— Примечательная компашка. Из четырех человек — один сотрудник и два агента КГБ.
— И один агент милиции, — уточнил Хабалов. — Томочка раскололась после первого же полового акта на кухне, пока заваривался чай. Я, разумеется, не расшифровался.
— Блестяще, шеф! Если будут проколы, спишем их на МВД. Для нашего начальства это всегда железный аргумент.
— Циник должен четко знать, что он обнимался с чекистом и что фотографии хранятся у нас. Сейчас он еще считает, что я замдиректора НИИ, а Томочка — моя секретарша. На следующую встречу с ним пойдем вместе. Скажем, что проверяем Галю как связь иностранца, а на него вышли случайно. Да еще и отругаем за то, что не сообщил нам о своих новых знакомых. Пусть знает, что мы всюду и любой шаг, не согласованный с нами, может ему дорого Стоить.
— Не расшифровать бы Галю, командир.
— По легенде она — вольная или невольная пособница шпиона. А в роли агента КГБ четко смотрится Томочка. Это то, что надо.
— Есть один нюанс, который может насторожить Томочку. Они с Галей работают только с иностранцами, и вдруг напарница знакомит ее с твоей, извини, рязанской мордой, да еще просит выступить под видом секретарши перед каким-то там евреем.
— У тебя что-то с памятью не в порядке. Забыл, что и женат на американских миллионах? Да я в каждом встречном вижу Либо рэкетира, либо агента КГБ!
— Прости, шеф. Поневоле ослабеешь, когда коньяк сушками заедаешь. И все-таки было бы лучше, если бы мы это мероприятие согласовали с руководством. Состряпали бы планчик, утвердили, как полагается…

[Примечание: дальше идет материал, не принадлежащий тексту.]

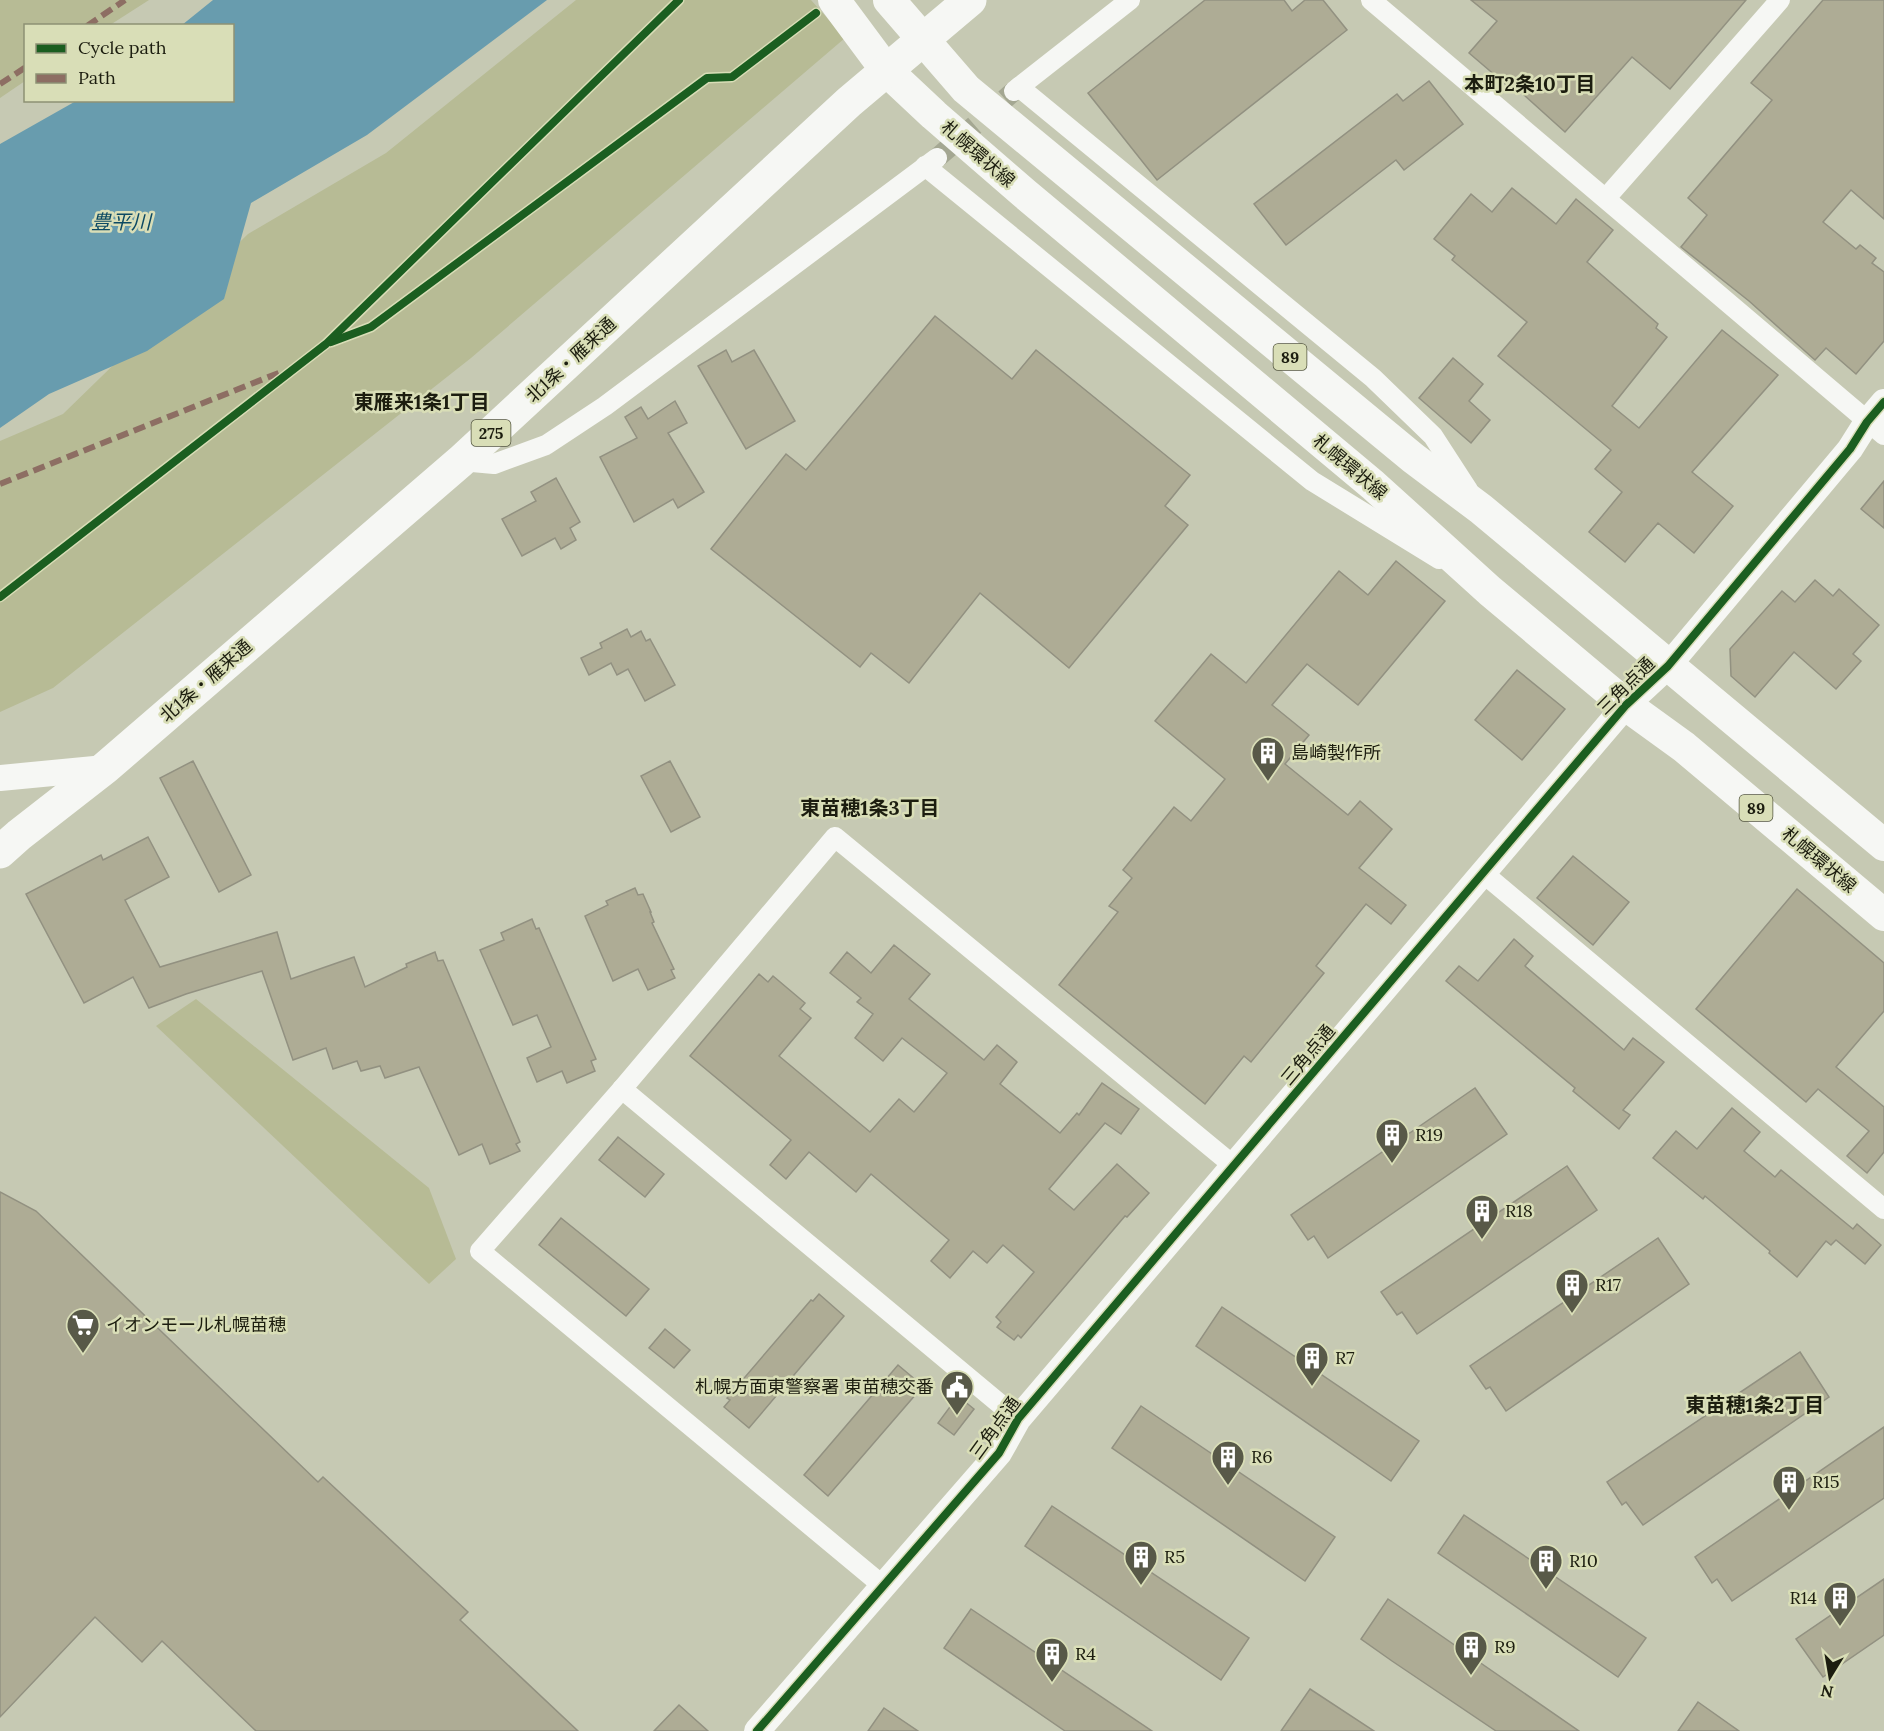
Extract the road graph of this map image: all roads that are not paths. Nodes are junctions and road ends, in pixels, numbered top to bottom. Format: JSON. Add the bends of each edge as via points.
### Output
{"nodes":[{"id":1,"x":834,"y":0,"type":"edge"},
{"id":2,"x":888,"y":0,"type":"edge"},
{"id":3,"x":970,"y":0,"type":"edge"},
{"id":4,"x":1130,"y":0,"type":"edge"},
{"id":5,"x":1371,"y":0,"type":"edge"},
{"id":6,"x":1780,"y":0,"type":"edge"},
{"id":7,"x":921,"y":40,"type":"junction"},
{"id":8,"x":886,"y":70,"type":"junction"},
{"id":9,"x":1606,"y":198,"type":"junction"},
{"id":10,"x":1884,"y":402,"type":"edge"},
{"id":11,"x":1875,"y":428,"type":"edge"},
{"id":12,"x":461,"y":461,"type":"junction"},
{"id":13,"x":1481,"y":509,"type":"junction"},
{"id":14,"x":1490,"y":591,"type":"junction"},
{"id":15,"x":1668,"y":666,"type":"junction"},
{"id":16,"x":1626,"y":705,"type":"junction"},
{"id":17,"x":105,"y":768,"type":"junction"},
{"id":18,"x":0,"y":778,"type":"edge"},
{"id":19,"x":1884,"y":845,"type":"edge"},
{"id":20,"x":0,"y":852,"type":"edge"},
{"id":21,"x":1483,"y":873,"type":"junction"},
{"id":22,"x":1884,"y":915,"type":"edge"},
{"id":23,"x":622,"y":1089,"type":"junction"},
{"id":24,"x":1234,"y":1166,"type":"junction"},
{"id":25,"x":1884,"y":1209,"type":"edge"},
{"id":26,"x":1018,"y":1419,"type":"junction"},
{"id":27,"x":882,"y":1585,"type":"junction"},
{"id":28,"x":757,"y":1731,"type":"edge"}],
"edges":[{"from":1,"to":8,"type":"main road","name":"札幌環状線","number":"89"},
{"from":2,"to":7,"type":"main road","number":"89"},
{"from":3,"to":7,"type":"highway","name":"北1条・雁来通","number":"275"},
{"from":4,"to":13,"type":"street","via":[[1016,89],[1373,378],[1433,436]]},
{"from":5,"to":9,"type":"street"},
{"from":6,"to":9,"type":"street"},
{"from":7,"to":8,"type":"highway","name":"北1条・雁来通","number":"275"},
{"from":7,"to":13,"type":"main road","number":"89","via":[[966,89],[1395,443]]},
{"from":8,"to":12,"type":"highway","name":"北1条・雁来通","number":"275"},
{"from":8,"to":14,"type":"main road","name":"札幌環状線","number":"89","via":[[1024,194],[1373,485]]},
{"from":9,"to":11,"type":"street"},
{"from":10,"to":11,"type":"street","name":"三角点通"},
{"from":11,"to":15,"type":"street","name":"三角点通","via":[[1850,449]]},
{"from":12,"to":14,"type":"street","via":[[494,464],[546,445],[605,406],[931,162],[1312,481]]},
{"from":12,"to":17,"type":"highway","name":"北1条・雁来通","number":"275"},
{"from":13,"to":15,"type":"main road","number":"89"},
{"from":14,"to":16,"type":"main road","name":"札幌環状線","number":"89"},
{"from":15,"to":16,"type":"street","name":"三角点通"},
{"from":15,"to":19,"type":"main road","number":"89"},
{"from":16,"to":21,"type":"street","name":"三角点通"},
{"from":16,"to":22,"type":"main road","name":"札幌環状線","number":"89","via":[[1684,747]]},
{"from":17,"to":18,"type":"street"},
{"from":17,"to":20,"type":"highway","name":"北1条・雁来通","number":"275"},
{"from":21,"to":24,"type":"street","name":"三角点通"},
{"from":21,"to":25,"type":"street"},
{"from":23,"to":24,"type":"street","via":[[835,837]]},
{"from":23,"to":26,"type":"street"},
{"from":23,"to":27,"type":"street","via":[[480,1251]]},
{"from":24,"to":26,"type":"street","name":"三角点通"},
{"from":26,"to":27,"type":"street","name":"三角点通","via":[[999,1453]]},
{"from":27,"to":28,"type":"street","name":"三角点通"}]}
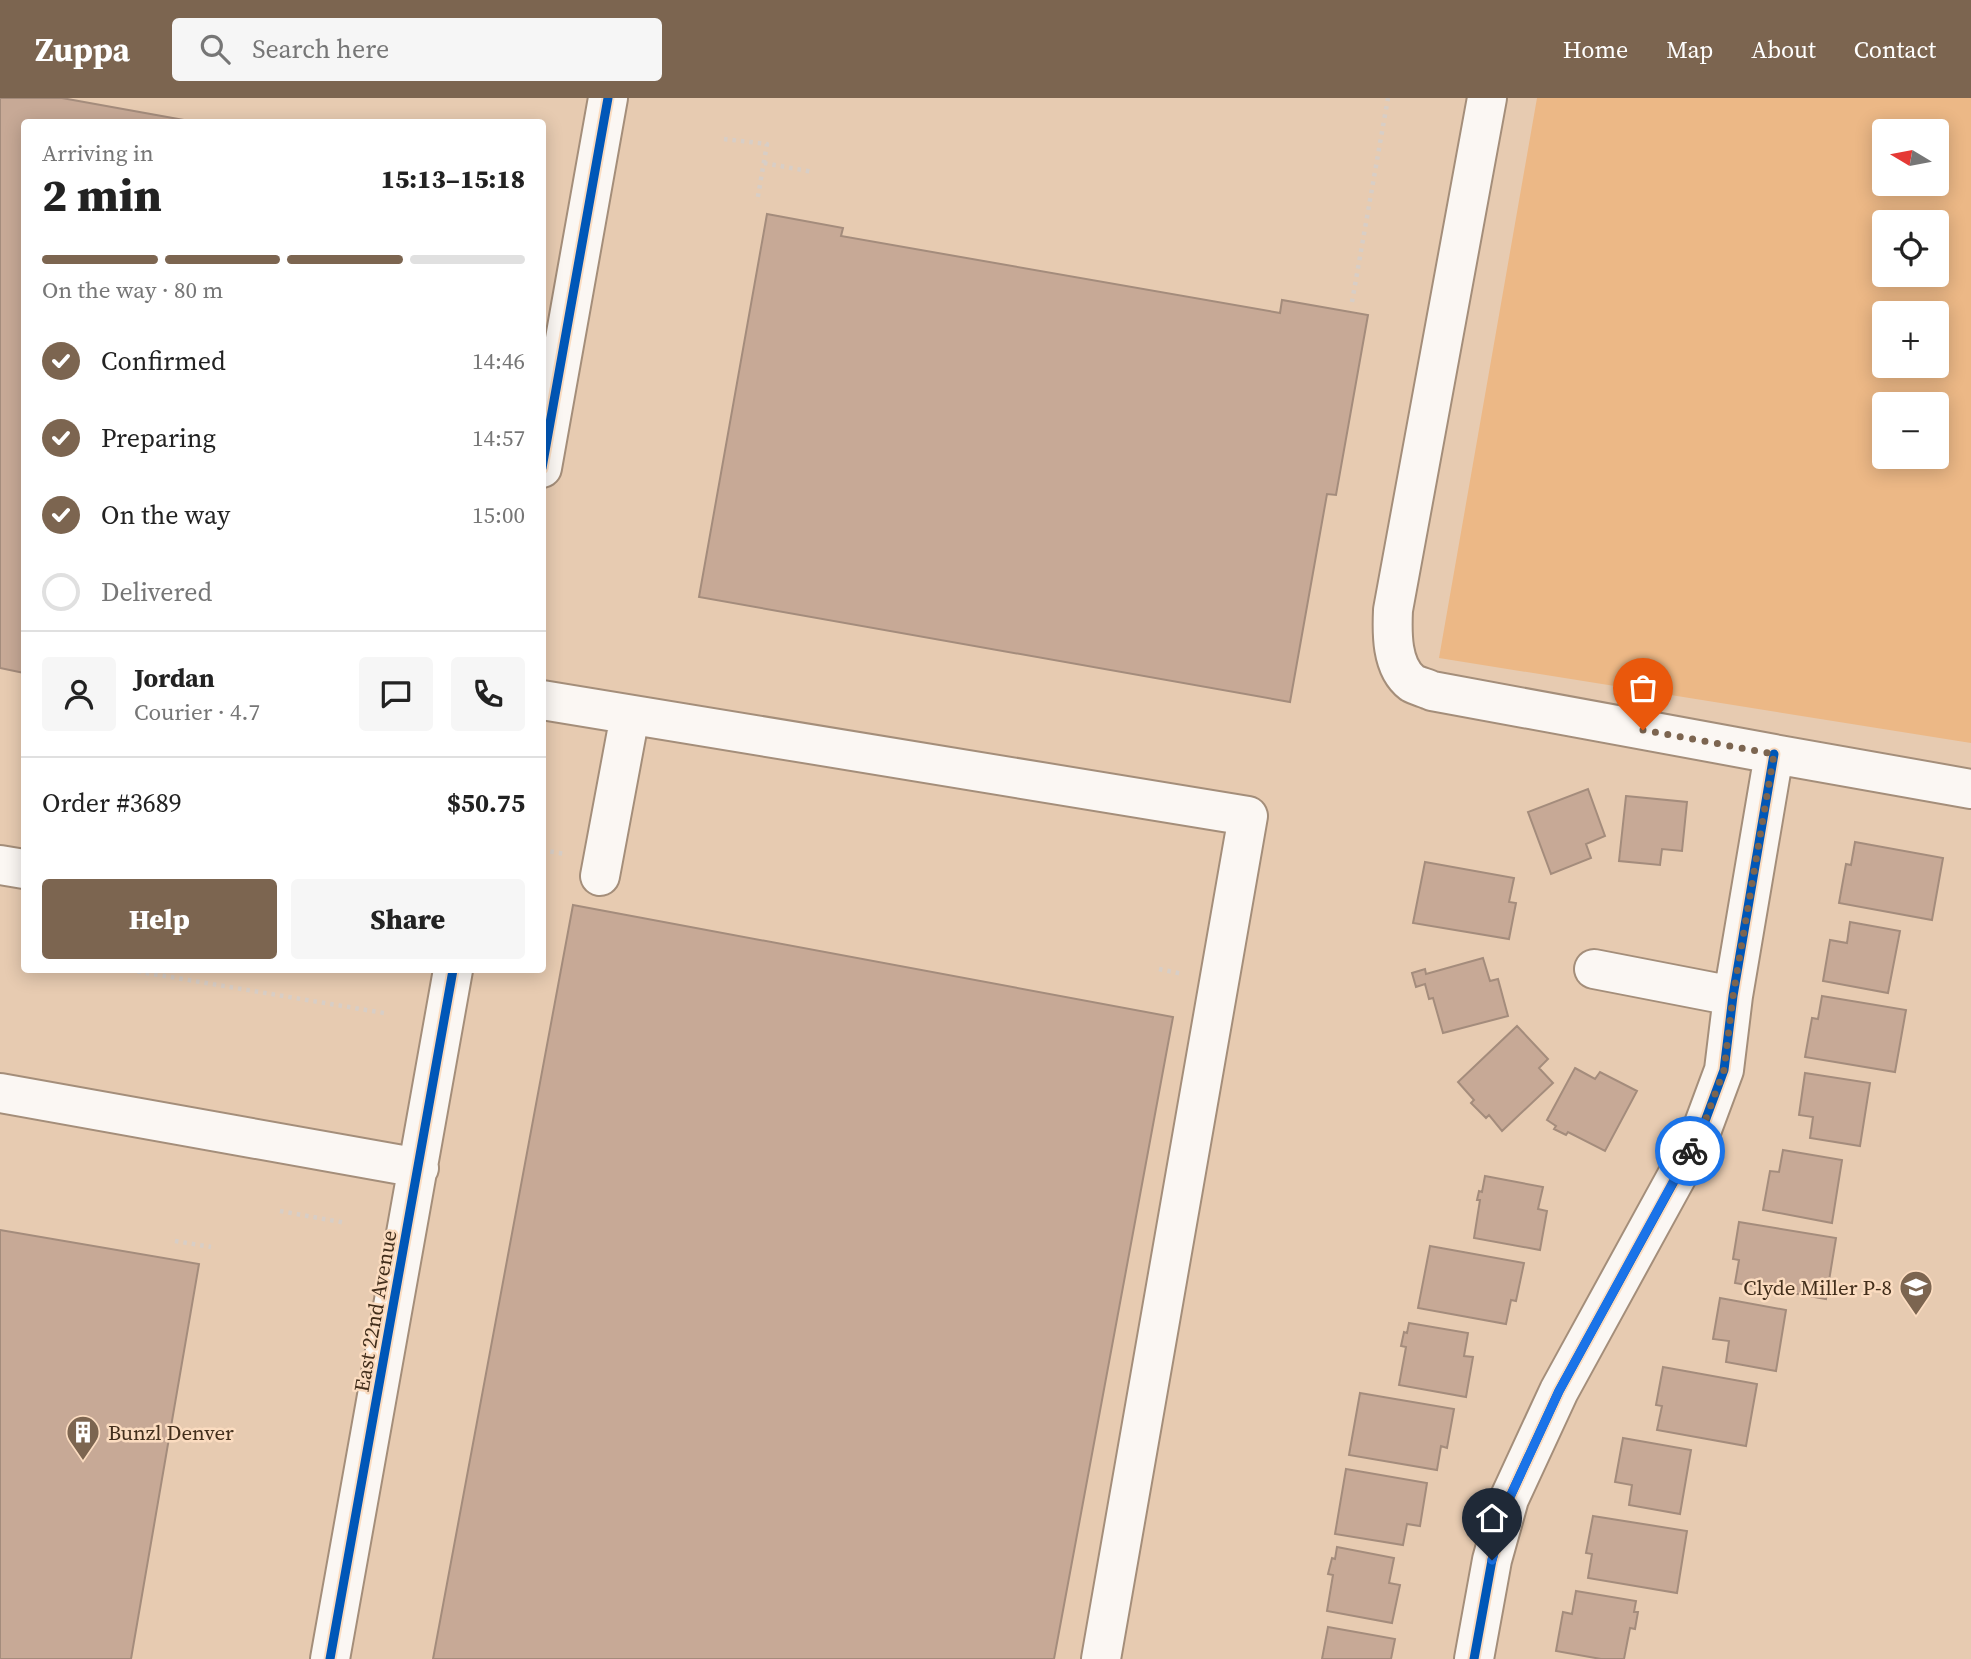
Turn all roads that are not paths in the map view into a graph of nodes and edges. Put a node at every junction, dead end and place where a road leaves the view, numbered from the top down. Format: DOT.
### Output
graph roads {
  1 [pos="608,98"];
  2 [pos="1487,98"];
  3 [pos="546,446"];
  4 [pos="546,701"];
  5 [pos="630,715"];
  6 [pos="1774,754"];
  7 [pos="1971,789"];
  8 [pos="0,865"];
  9 [pos="21,868"];
  10 [pos="600,876"];
  11 [pos="1594,969"];
  12 [pos="452,973"];
  13 [pos="1733,996"];
  14 [pos="0,1093"];
  15 [pos="419,1168"];
  16 [pos="330,1659"];
  17 [pos="1101,1659"];
  18 [pos="1474,1659"];
  1 -- 3 [label="street"];
  2 -- 6 [label="street"];
  4 -- 5 [label="street"];
  5 -- 10 [label="street"];
  5 -- 17 [label="street"];
  6 -- 7 [label="street"];
  6 -- 13 [label="street"];
  8 -- 9 [label="street"];
  11 -- 13 [label="street"];
  12 -- 15 [label="street, East 22nd Avenue"];
  13 -- 18 [label="street"];
  14 -- 15 [label="street"];
  15 -- 16 [label="street, East 22nd Avenue"];
}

— Не ты ли гундел, что с этими бездарями каши не сваришь? — выпучив глаза и подаваясь туловищем вперед, со злостью сказал Хабалов. Трусость и непоследовательность собутыльника порой выводили его из себя.
— Не кипятись, Алексеич. Сомневаться — удел интеллигента.
— Тоже мне, интеллигент нашелся. Я вот никогда не сомневаюсь. Потому и орден имею.
— Вот и хорошо. Мы с тобой прекрасно дополняем друга друга. Кстати, орден ты за мое дело получил. Но это так, к слову. Я тебя очень прошу: скажи Цинику сам, что оклад ему не обломился. У тебя это лучше получится. Недаром ты начальник, а я твой зам.
— Ну ты и жук, Тараскин! — воскликнул Хабалов. — Чей агент — мой или твой?
— Вот такое уж я говно, шеф. Опять же ты по должности ближе меня к этим жлобам с красными лампасами.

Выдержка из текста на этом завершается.